The task:
Find every line in the records below that holds the word "image", and copy it out.

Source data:
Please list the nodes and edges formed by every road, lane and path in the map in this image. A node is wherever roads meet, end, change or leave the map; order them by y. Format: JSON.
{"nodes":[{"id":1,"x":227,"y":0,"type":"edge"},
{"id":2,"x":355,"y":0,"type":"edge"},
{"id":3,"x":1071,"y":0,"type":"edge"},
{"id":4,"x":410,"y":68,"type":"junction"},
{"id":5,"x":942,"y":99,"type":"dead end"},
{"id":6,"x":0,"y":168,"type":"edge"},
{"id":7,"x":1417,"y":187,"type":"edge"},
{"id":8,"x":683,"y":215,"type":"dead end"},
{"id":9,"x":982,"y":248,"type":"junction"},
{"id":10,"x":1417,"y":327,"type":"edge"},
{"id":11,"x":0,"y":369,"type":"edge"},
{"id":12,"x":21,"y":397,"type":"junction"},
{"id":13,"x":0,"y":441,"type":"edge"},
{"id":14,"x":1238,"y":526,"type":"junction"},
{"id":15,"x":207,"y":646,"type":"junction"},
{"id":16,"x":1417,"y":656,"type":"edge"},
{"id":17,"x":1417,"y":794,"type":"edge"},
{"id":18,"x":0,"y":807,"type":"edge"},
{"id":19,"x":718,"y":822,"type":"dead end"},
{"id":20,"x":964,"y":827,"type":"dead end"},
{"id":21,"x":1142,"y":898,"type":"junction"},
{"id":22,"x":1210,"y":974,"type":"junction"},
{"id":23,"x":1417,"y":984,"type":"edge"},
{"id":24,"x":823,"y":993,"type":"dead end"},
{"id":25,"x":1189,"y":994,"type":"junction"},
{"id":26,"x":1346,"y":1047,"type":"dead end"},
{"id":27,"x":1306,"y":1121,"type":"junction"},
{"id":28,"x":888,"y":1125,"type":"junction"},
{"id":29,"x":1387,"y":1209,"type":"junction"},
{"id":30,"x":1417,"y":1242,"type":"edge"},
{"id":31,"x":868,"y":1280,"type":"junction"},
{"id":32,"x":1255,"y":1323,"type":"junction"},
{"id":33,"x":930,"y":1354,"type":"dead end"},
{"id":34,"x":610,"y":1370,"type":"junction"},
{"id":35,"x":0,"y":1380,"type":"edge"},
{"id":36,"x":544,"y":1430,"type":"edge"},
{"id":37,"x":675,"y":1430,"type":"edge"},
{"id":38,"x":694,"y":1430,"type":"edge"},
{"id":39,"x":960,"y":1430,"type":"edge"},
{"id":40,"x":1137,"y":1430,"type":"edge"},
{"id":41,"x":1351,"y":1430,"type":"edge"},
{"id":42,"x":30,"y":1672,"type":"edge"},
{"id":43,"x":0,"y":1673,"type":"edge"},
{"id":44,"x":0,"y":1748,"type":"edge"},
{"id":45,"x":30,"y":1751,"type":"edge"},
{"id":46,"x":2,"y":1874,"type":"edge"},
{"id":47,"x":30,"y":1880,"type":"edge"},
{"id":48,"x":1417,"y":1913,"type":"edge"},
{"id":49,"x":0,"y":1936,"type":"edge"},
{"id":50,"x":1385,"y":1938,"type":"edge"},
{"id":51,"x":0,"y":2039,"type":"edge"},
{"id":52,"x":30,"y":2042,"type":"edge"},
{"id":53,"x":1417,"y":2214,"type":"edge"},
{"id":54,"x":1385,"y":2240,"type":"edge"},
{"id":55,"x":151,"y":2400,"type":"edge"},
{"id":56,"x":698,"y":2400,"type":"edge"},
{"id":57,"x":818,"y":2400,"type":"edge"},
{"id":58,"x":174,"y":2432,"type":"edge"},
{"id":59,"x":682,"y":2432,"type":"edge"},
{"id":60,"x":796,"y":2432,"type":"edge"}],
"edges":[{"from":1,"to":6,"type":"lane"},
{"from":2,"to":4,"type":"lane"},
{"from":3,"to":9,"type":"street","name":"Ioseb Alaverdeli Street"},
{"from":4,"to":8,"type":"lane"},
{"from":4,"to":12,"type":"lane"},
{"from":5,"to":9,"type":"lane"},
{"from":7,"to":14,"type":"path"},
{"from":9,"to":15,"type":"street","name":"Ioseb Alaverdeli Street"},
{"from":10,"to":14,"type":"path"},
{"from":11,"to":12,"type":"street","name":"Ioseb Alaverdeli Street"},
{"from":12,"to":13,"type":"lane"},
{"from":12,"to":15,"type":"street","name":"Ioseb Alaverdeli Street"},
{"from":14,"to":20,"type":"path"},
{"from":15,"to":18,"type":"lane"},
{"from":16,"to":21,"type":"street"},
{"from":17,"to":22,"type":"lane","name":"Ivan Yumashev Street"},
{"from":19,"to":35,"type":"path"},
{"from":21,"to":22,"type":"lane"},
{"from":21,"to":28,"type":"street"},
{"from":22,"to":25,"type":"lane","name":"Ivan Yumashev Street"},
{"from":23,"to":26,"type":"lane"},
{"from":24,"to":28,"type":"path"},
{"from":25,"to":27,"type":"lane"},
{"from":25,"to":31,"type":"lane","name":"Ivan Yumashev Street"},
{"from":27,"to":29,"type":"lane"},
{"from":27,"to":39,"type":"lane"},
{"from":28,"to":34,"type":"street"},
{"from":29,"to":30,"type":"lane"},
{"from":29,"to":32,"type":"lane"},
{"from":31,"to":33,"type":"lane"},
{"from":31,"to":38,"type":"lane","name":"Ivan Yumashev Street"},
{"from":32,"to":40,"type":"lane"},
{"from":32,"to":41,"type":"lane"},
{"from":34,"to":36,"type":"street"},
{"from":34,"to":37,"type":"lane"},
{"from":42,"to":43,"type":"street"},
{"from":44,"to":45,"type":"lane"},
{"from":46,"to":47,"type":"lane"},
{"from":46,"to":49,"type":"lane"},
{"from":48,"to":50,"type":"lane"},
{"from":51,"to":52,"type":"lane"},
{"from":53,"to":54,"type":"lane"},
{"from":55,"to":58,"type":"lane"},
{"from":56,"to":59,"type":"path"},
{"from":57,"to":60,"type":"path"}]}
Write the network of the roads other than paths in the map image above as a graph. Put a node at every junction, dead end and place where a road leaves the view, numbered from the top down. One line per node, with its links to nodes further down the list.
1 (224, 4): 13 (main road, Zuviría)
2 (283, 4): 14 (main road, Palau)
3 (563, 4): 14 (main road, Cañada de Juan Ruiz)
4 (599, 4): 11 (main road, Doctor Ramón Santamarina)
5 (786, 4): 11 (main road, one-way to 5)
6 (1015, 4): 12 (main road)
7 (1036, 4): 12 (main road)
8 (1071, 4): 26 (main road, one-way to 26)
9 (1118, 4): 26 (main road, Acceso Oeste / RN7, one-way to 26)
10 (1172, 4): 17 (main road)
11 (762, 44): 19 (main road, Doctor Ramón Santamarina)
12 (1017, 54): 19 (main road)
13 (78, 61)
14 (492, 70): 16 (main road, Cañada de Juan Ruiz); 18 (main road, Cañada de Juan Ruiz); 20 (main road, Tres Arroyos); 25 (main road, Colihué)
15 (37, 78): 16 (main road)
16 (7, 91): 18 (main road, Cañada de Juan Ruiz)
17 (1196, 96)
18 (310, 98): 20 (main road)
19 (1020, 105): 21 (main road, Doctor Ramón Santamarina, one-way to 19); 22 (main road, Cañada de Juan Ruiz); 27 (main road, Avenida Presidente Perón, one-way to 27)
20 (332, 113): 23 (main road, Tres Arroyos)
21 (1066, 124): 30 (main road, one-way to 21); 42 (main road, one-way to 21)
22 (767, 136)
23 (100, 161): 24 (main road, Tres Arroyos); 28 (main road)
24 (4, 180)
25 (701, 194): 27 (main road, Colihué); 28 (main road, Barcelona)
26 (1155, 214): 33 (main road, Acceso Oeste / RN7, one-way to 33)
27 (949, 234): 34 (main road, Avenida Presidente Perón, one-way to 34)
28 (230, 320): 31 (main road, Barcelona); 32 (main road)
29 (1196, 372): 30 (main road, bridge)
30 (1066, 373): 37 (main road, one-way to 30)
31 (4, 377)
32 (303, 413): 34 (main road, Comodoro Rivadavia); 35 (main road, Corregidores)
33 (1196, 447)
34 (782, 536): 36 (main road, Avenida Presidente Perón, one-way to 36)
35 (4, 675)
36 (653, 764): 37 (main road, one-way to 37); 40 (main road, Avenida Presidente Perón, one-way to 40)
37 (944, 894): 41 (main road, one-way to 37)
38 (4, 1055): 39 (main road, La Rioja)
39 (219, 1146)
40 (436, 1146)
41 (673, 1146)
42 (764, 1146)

Your response:
Please list the nodes and edges formed by every road, lane and path in the map in this image. A node is wherever roads meet, end, change or leave the map; order them by y. Format: JSON.
Write the network of the roads other than paths in the map image above as a graph. Put a node at every junction, dead end and place where a road leaves the view, numbered from the top down. One line per node, with its links to nodes further down the list.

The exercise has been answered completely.